1. 1 x y: Add an edge between $x$ and $y$. It is guaranteed that the edge does not exist initially.
2. 2 x y: Remove the edge between $x$ and $y$. It is guaranteed that the edge exists.
3. 3 x y: Update $a_x$ to $y$.
4. 4 x: Let the graph be partitioned into $k$ connected components $C_1, C_2, \dots, C_k$. Calculate $\sum_{i=1}^k \prod_{j\in C_i}(a_j+x) \bmod u^v$.

Input

The first line contains four integers $n, q, u, v$.

The second line contains $n$ integers $a_1, a_2, \dots, a_n$.

The next $q$ lines each describe an operation.

Output

For each type $4$ operation, output the answer on a new line.

Examples

Input 1

5 10 3 2
1 2 3 4 5
4 2
1 1 2
1 3 4
4 0
1 2 3
3 2 5
4 1
2 3 4
1 4 5
4 2

Output 1

7
1
3
3

Example 2

See ex_c2.in and ex_c2.ans in the attachment. This example satisfies subtask $1$.

Example 3

See ex_c3.in and ex_c3.ans in the attachment. This example satisfies subtask $2$.

Example 4

See ex_c4.in and ex_c4.ans in the attachment.
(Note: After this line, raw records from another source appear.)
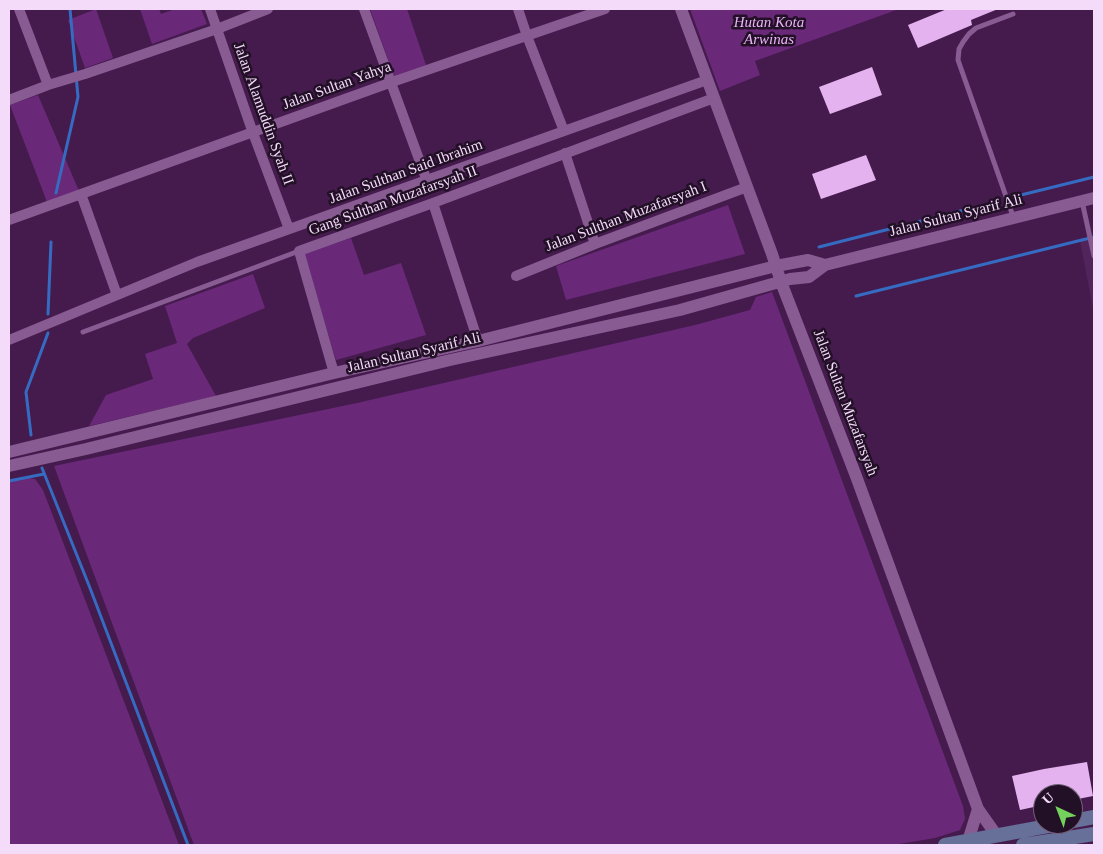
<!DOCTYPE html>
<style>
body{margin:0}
#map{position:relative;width:1103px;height:854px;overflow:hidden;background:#451b4e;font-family:Georgia,serif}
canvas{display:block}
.frame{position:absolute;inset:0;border:10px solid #f4dbfa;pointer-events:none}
.north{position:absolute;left:1033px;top:784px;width:50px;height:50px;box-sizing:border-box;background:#221026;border:1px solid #76617b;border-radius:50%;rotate:317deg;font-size:14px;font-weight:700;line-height:20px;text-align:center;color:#f4dbfa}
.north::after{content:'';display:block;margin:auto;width:18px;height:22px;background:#74d25c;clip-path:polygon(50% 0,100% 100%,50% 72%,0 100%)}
</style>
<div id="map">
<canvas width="1103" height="854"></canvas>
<div class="frame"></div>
<div class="north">U</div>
</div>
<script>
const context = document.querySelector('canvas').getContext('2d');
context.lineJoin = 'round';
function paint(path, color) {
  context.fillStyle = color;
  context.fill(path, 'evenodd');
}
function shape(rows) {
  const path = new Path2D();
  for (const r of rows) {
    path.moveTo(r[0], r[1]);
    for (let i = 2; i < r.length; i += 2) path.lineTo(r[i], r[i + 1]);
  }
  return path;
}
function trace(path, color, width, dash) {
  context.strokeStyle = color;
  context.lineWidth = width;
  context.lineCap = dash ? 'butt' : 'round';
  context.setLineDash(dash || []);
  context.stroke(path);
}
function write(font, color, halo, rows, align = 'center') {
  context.font = font + ' Georgia,serif';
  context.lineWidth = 5;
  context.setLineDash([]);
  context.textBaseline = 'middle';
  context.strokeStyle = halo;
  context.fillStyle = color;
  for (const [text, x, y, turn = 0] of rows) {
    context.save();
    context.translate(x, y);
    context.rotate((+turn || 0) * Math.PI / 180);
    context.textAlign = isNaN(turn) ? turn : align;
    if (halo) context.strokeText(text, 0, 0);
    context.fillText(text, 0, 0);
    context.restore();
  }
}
const built = shape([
 [1094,237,1094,314,1080,241]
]);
const green = shape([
 [96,9,113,58,85,68,68,20],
 [140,9,159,9,161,14,175,9,201,9,207,24,152,44],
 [370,9,407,9,426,65,394,76],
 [690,9,899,9,755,61,760,75,720,91],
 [38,95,79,191,47,202,10,105],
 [728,205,745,254,566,300,556,266],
 [351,238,364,275,401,263,426,335,336,360,304,254],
 [253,274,265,308,193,338,187,344,216,396,89,426,106,395,153,379,145,354,177,343,165,306],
 [772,292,963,806,965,819,960,830,935,838,893,845,194,845,54,466,357,403,695,325,750,310,756,297],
 [24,477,35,479,43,490,179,845,9,845,9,480]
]);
const stream = shape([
 [56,193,78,97,70,9],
 [1021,195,1094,177],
 [819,247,968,209],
 [856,296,1094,237],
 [48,314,51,242],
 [31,435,26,392,48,333],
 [42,468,90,588,188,845],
 [9,481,44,474]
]);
const building = shape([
 [947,9,998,9,971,20,972,25,918,48,908,25],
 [872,67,882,95,830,114,819,87],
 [866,155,876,180,821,199,812,174],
 [1087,762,1093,796,1073,800,1073,794,1043,794,1043,805,1020,810,1012,776,1044,769]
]);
const service = shape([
 [1013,14,976,28,969,34,963,42,959,49,958,60,1014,219],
 [1082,201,1094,256],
 [83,332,299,251]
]);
const minor = shape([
 [19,9,48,85],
 [210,9,253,133,289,229],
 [364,9,427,181],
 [518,9,527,36,564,131],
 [9,100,48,85,85,74,217,29,268,9],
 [565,153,595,244],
 [81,194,117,295],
 [433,203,478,341],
 [9,220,392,82,605,9],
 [516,276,595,244,747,187],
 [9,340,197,262,707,80],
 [334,373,299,251,433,203,714,98]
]);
const tertiary = shape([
 [681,9,772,254,781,282,856,476,978,809,997,836],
 [9,452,334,373,478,341,776,266,808,260,825,265],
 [9,466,86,449,450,360,680,310,790,279,809,277,825,265,1094,198],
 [968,841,978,809]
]);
const secondary = shape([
 [1073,821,1094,817],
 [945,845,1059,824],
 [1023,845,1094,834]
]);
const parkNames = [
 ["Hutan Kota",769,23],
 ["Arwinas",769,40]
];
const streetNames = [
 ["Jalan Sultan Yahya",337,86,-20],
 ["Jalan Alamuddin Syah II",263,114,70],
 ["Jalan Sulthan Said Ibrahim",406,172,-20],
 ["Gang Sulthan Muzafarsyah II",393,201,-20],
 ["Jalan Sultan Syarif Ali",956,216,-14],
 ["Jalan Sulthan Muzafarsyah I",626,217,-21],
 ["Jalan Sultan Syarif Ali",414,353,-13],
 ["Jalan Sultan Muzafarsyah",845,403,69]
];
paint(built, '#51245c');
paint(green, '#692878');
trace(stream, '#366bc2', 3);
paint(building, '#e3b2ef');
trace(service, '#885b93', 5);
trace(minor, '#885b93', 10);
trace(tertiary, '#885b93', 12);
trace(secondary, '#677099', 14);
write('italic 15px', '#e9b3f6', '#221026', parkNames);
write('15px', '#f4dbfa', '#221026', streetNames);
</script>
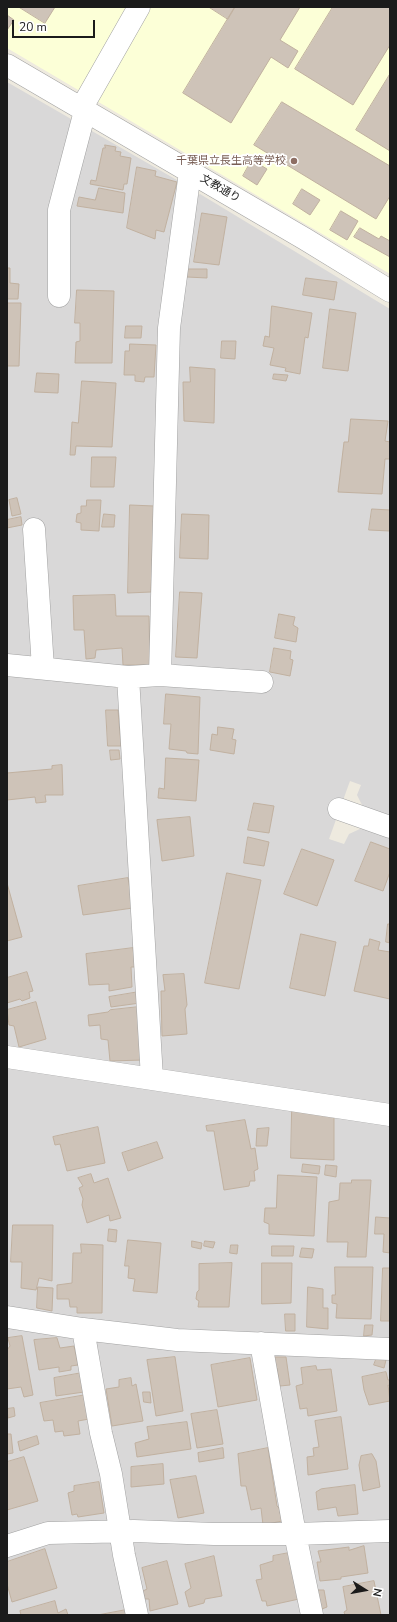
<!DOCTYPE html>
<meta charset="utf-8">
<style>
body{margin:0}
#map{position:relative;width:397px;height:1622px;overflow:hidden;background:#eeeadf;font-family:"Nunito Sans",sans-serif}
canvas{display:block}
.frame{position:absolute;inset:0;border:8px solid #1b1b1b;pointer-events:none}
.north{position:absolute;left:345px;top:1570px;width:40px;height:40px;-webkit-text-stroke:3px #fff;paint-order:stroke;rotate:101deg;font-size:11px;font-weight:700;line-height:16px;text-align:center;color:#1b1b1b}
.north::after{content:'';display:block;margin:auto;width:14px;height:18px;background:#1b1b1b;clip-path:polygon(50% 0,100% 100%,50% 72%,0 100%)}
.scale{position:absolute;left:12px;top:20px;width:83px;height:18px;box-sizing:border-box;border:2px solid #1b1b1b;border-top:0;padding-left:5px;font-size:12px;line-height:14px;white-space:nowrap;color:#1b1b1b;-webkit-text-stroke:3px #fff;paint-order:stroke}
</style>
<div id="map">
<canvas width="397" height="1622"></canvas>
<div class="frame"></div>
<div class="north">N</div>
<div class="scale">20 m</div>
</div>
<script>
const c = document.querySelector('canvas').getContext('2d');
c.lineJoin = 'round';
function fillPath(path, color) {
  c.fillStyle = color;
  c.fill(path, 'evenodd');
}
function strokePath(path, color, width, dash) {
  c.strokeStyle = color;
  c.lineWidth = width;
  c.lineCap = dash ? 'butt' : 'round';
  c.setLineDash(dash || []);
  c.stroke(path);
}
function write(font, color, halo, rows, align = 'center') {
  c.font = font + ' "Nunito Sans","Noto Sans JP",sans-serif';
  c.lineWidth = 3.5;
  c.setLineDash([]);
  c.textBaseline = 'middle';
  c.strokeStyle = halo;
  c.fillStyle = color;
  for (const [text, x, y, turn = 0] of rows) {
    c.save();
    c.translate(x, y);
    c.rotate((+turn || 0) * Math.PI / 180);
    c.textAlign = isNaN(turn) ? turn : align;
    if (halo) c.strokeText(text, 0, 0);
    c.fillText(text, 0, 0);
    c.restore();
  }
}
fillPath(new Path2D(`
 M7 82 182 183 153 667 113 670 59 663 50 654 34 651 27 659 7 658Z
 M200 194 390 309V816L363 807 357 795 361 785 350 781 329 839 344 844 349 834 362 828 390 838V1106L161 1071 137 697 143 681 169 668 177 325 194 199Z
 M7 672 113 684 123 695 144 1069 7 1049Z
 M7 1065 390 1123V1342L177 1333 7 1309Z
 M7 1325 79 1338 114 1525 7 1539Z
 M97 1337 257 1350 289 1528 125 1524 91 1343Z
 M268 1351 390 1357V1526L300 1528Z
 M114 1537 131 1615H7V1552L51 1539Z
 M133 1537 290 1540 306 1615H143L130 1554Z
 M390 1537V1615H318L302 1541Z`), '#d9d8d8');
fillPath(new Path2D(`
 M7 7H390V274L7 48Z`), '#fcffd7');
const building = new Path2D(`
 M19 7H55L45 23Z
 M209 7H235L228 19Z
 M235 7H300L280 40 298 51 288 68 271 57 231 123 183 93Z
 M333 7H390V45L353 105 295 69Z
 M7 15 14 20 7 30Z
 M390 74V151L356 130Z
 M282 102 390 166V196L376 219 254 145Z
 M105 145 116 147 115 151 121 152 120 156 131 158 127 184H124L123 190 90 184 91 180 96 181 103 148H105Z
 M252 160 267 169 257 185 243 176Z
 M137 167 156 171 155 176 177 182 164 232 156 230 155 239 127 228Z
 M99 188 125 193 123 213 77 206 79 197 95 200Z
 M302 189 320 200 310 215 293 204Z
 M341 211 358 221 347 240 330 230Z
 M202 213 227 217 219 265 194 262Z
 M360 228 379 239 381 236 390 241V257L354 237Z
 M7 268H10V283L19 284 18 299H7Z
 M187 269H207V278L187 277Z
 M306 278 337 282 334 300 303 295Z
 M77 290 114 291 112 363H75L76 342 80 341V323H75Z
 M7 303H21L19 366H7Z
 M272 306 312 313 308 338 305 337 300 374 285 371 286 368 270 365 274 348 263 346 265 336 269 337Z
 M330 309 356 313 348 371 323 368Z
 M126 326H142L141 338H125Z
 M222 341H236L235 359 221 358Z
 M130 344 156 345 154 377H145L144 382 135 381V375H124L125 351H129Z
 M190 367 215 369 214 423 184 421 183 382H190Z
 M37 373 59 374 58 393 35 392Z
 M274 374 288 375 286 381 273 379Z
 M82 381 116 383 112 447 76 446 75 455H70L72 422 78 423Z
 M351 419 388 421 385 441 390 442V459H385L382 494 338 492 344 442H348Z
 M92 457H116L114 487H91Z
 M17 498 21 514 12 516 9 500Z
 M87 500H101L99 531 81 530V523L76 522 77 514 81 513V506H86Z
 M130 505 154 506 151 592 128 593Z
 M372 509 390 510V531L369 530Z
 M104 514 115 515 114 527H102Z
 M182 514 209 515 208 559 180 558Z
 M21 517 22 525 7 528V520Z
 M180 592 202 593 197 658 176 657Z
 M115 595 116 616H149L150 665H123L122 648 96 650 95 658 86 659 84 630H74L73 596Z
 M279 614 295 617 293 625 298 628 296 642 275 638Z
 M274 648 291 651 290 659 293 660 290 676 270 672Z
 M166 694 200 697 198 754 187 753 186 751 169 749 171 724H164Z
 M106 710H118L121 746H108Z
 M218 727 234 729 232 739 236 740 234 754 210 750 212 734 217 735Z
 M110 750H119L120 759 111 760Z
 M166 758 199 760 196 801 158 798 159 788 164 789Z
 M62 765 63 795H45L46 802 36 803 35 797 7 800V773L52 769V766Z
 M254 803 274 806 269 833 248 830Z
 M190 817 194 856 162 861 157 820Z
 M248 837 269 842 264 866 244 863Z
 M371 842 390 849V872L383 891 355 881Z
 M302 849 334 860 317 906 284 894Z
 M227 873 261 880 239 989 205 983Z
 M128 878 133 908 83 915 78 886Z
 M7 883 22 937 7 941Z
 M388 924H390V943L386 942Z
 M301 934 336 942 325 996 290 988Z
 M370 939 380 942 378 950 390 952V999L354 991 364 946H368Z
 M133 948 135 967H131L132 987 109 991V984L89 985 86 954Z
 M27 972 33 991 29 992 30 998 22 1001 20 999 7 1003V978Z
 M184 974 187 1005 185 1009 187 1034 162 1036 161 991H165L163 975Z
 M139 992 140 1003 111 1007 109 997Z
 M36 1002 46 1039 19 1047 14 1026 9 1025 7 1010Z
 M139 1007 143 1060 110 1061 108 1040 101 1039 100 1025 89 1026 88 1015 108 1012 110 1010Z
 M292 1111 334 1117V1160L291 1158Z
 M245 1120 251 1149 255 1148 258 1169 254 1171 255 1181H250L249 1186 224 1190 214 1131H207L206 1126Z
 M98 1127 105 1163 67 1171 60 1144 55 1145 53 1137Z
 M269 1128 267 1146H256L257 1129Z
 M157 1142 163 1158 128 1171 122 1153Z
 M303 1164 320 1166 319 1174 302 1172Z
 M326 1165 337 1166 336 1177 325 1175Z
 M91 1174 94 1183 108 1178 121 1218 110 1221 109 1215 87 1223 82 1205 83 1199 79 1188 83 1186 78 1178Z
 M278 1175 317 1177 314 1236 269 1234V1224L264 1222 265 1208H276Z
 M352 1180H371L366 1257H347L348 1242H327L329 1202 339 1200 340 1183H351Z
 M376 1217 390 1218V1253L383 1252 384 1234H375Z
 M13 1225H53L52 1281 39 1278 36 1290 21 1288 22 1262H11Z
 M109 1229 117 1230 116 1242 108 1241Z
 M128 1240 161 1243 157 1293 133 1291 135 1279 128 1278 129 1266H125Z
 M192 1241 202 1243 201 1249 192 1247Z
 M205 1241 215 1242 213 1248 204 1246Z
 M81 1244 103 1245 102 1313H77V1307H70L69 1299H57V1285L72 1283 73 1253H81Z
 M231 1245H238L237 1254 230 1253Z
 M272 1246H294L293 1256H272Z
 M302 1248 314 1249 312 1258 300 1257Z
 M232 1263 229 1307H198L199 1301 196 1299 197 1292 199 1290V1264Z
 M262 1263H292L291 1303 262 1304Z
 M335 1267H373L371 1319 336 1318 337 1304 332 1303V1295H335Z
 M383 1268H390V1321H381Z
 M38 1287 53 1288 52 1311 37 1308Z
 M308 1287 323 1289V1308H328V1329L307 1327Z
 M285 1314H295V1331H286Z
 M365 1325H373L372 1335 364 1336Z
 M22 1336 33 1395 24 1397 21 1387 7 1389V1350L10 1346 8 1338Z
 M57 1338 60 1348 74 1346 78 1365 71 1366V1370L59 1372V1367L39 1370 34 1340Z
 M175 1357 183 1411 156 1416 147 1360Z
 M271 1357H286L290 1385 280 1386 277 1368H272Z
 M377 1357 386 1360 384 1368 374 1365Z
 M250 1358 257 1400 218 1407 211 1365Z
 M316 1366 317 1370 331 1369 337 1411 308 1416 307 1408 300 1409 296 1386 303 1384 301 1368Z
 M386 1372 388 1380H390V1386L388 1385 390 1401 369 1405 364 1390 362 1377Z
 M82 1373 84 1392 56 1396 54 1378Z
 M131 1378 132 1386 136 1384 143 1421 112 1426 106 1389 119 1387V1380Z
 M143 1392H150L151 1403 144 1402Z
 M86 1395 89 1419 78 1421 80 1434 64 1436 63 1431 55 1432 53 1420 44 1421 40 1403Z
 M14 1408 15 1416 8 1418 7 1409Z
 M217 1410 223 1444 197 1448 191 1414Z
 M341 1417 348 1469 308 1475 307 1457 314 1456 313 1448 319 1447 315 1421Z
 M187 1422 191 1449 137 1457 135 1443 149 1439 147 1427Z
 M7 1434H11L13 1453 7 1454Z
 M37 1436 39 1444 20 1451 18 1442Z
 M223 1448 224 1458 199 1462 198 1453Z
 M268 1448 277 1506 279 1508 282 1521 263 1525 261 1508 251 1510 246 1486H241L238 1454Z
 M372 1454 376 1461 380 1487 363 1491 359 1465 361 1456Z
 M24 1457 38 1501 7 1510V1462Z
 M163 1464 164 1484 131 1487V1467Z
 M196 1476 204 1513 178 1518 170 1480Z
 M99 1482 104 1513 78 1517 77 1514 72 1515 68 1493 74 1491V1486Z
 M355 1485 358 1514 338 1516 336 1507 318 1510 316 1492 321 1489Z
 M364 1546 368 1573 341 1577V1579L320 1581 317 1562H321L318 1551 349 1547V1550Z
 M45 1549 57 1588 12 1602 7 1584V1562Z
 M289 1553 299 1599 267 1606 266 1601H262L256 1580 262 1579 260 1565 273 1561V1556Z
 M214 1556 222 1596 205 1599 204 1603 189 1607 185 1592 191 1588 185 1564Z
 M167 1561 178 1604 150 1611 149 1599H145L143 1591 147 1589 142 1568Z
 M374 1581 381 1615H345L344 1612 347 1610 343 1587Z
 M318 1590H324L327 1607 322 1609Z
 M55 1601 58 1613 66 1609 68 1615H21L20 1611Z
 M126 1610 127 1615H98Z`);
fillPath(building, '#cec3b8');
strokePath(building, '#c1b1a0', 1);
const minor = new Path2D(`
 M7 65 305 239 390 291
 M81 109 139 7
 M59 296V210L85 111
 M34 529 43 668
 M7 665 128 677 160 675 262 682
 M160 675 169 328 190 172
 M128 677 152 1078
 M339 809 390 827
 M7 1057 390 1115
 M7 1317 83 1329 177 1340 390 1349
 M83 1329 101 1433 111 1474 124 1555 137 1615
 M261 1343 295 1534 312 1615
 M7 1546 48 1533 134 1531 214 1534H295L390 1531`);
strokePath(minor, '#a2a2a2', 23);
strokePath(minor, '#fff', 22);
for (const [x, y, r, color] of [
 [294,161,4,"#8d6e63"]
]) {
  const dot = new Path2D();
  dot.arc(x, y, r, 0, 2 * Math.PI);
  c.fillStyle = color;
  c.fill(dot);
  strokePath(dot, '#fff', 1.5);
}
write('11px', '#785e54', '#fff', [
 ["千葉県立長生高等学校",286,161]
], 'right');
write('11px', '#1b1b1b', '#fff', [
 ["文教通り",220,189,30]
]);
</script>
This example satisfies subtask $6$.

Subtasks

This problem uses bundled testing.

For $100\%$ of the data, $1\leq n, q\leq 10^5$, $1\leq u\leq 10$, $1\leq v\leq 4$, $0\leq a_i < 10^4$. In operation $3$, $y$ is a non-negative integer less than $10^4$, and in operation $4$, $x$ is a non-negative integer less than $10^4$.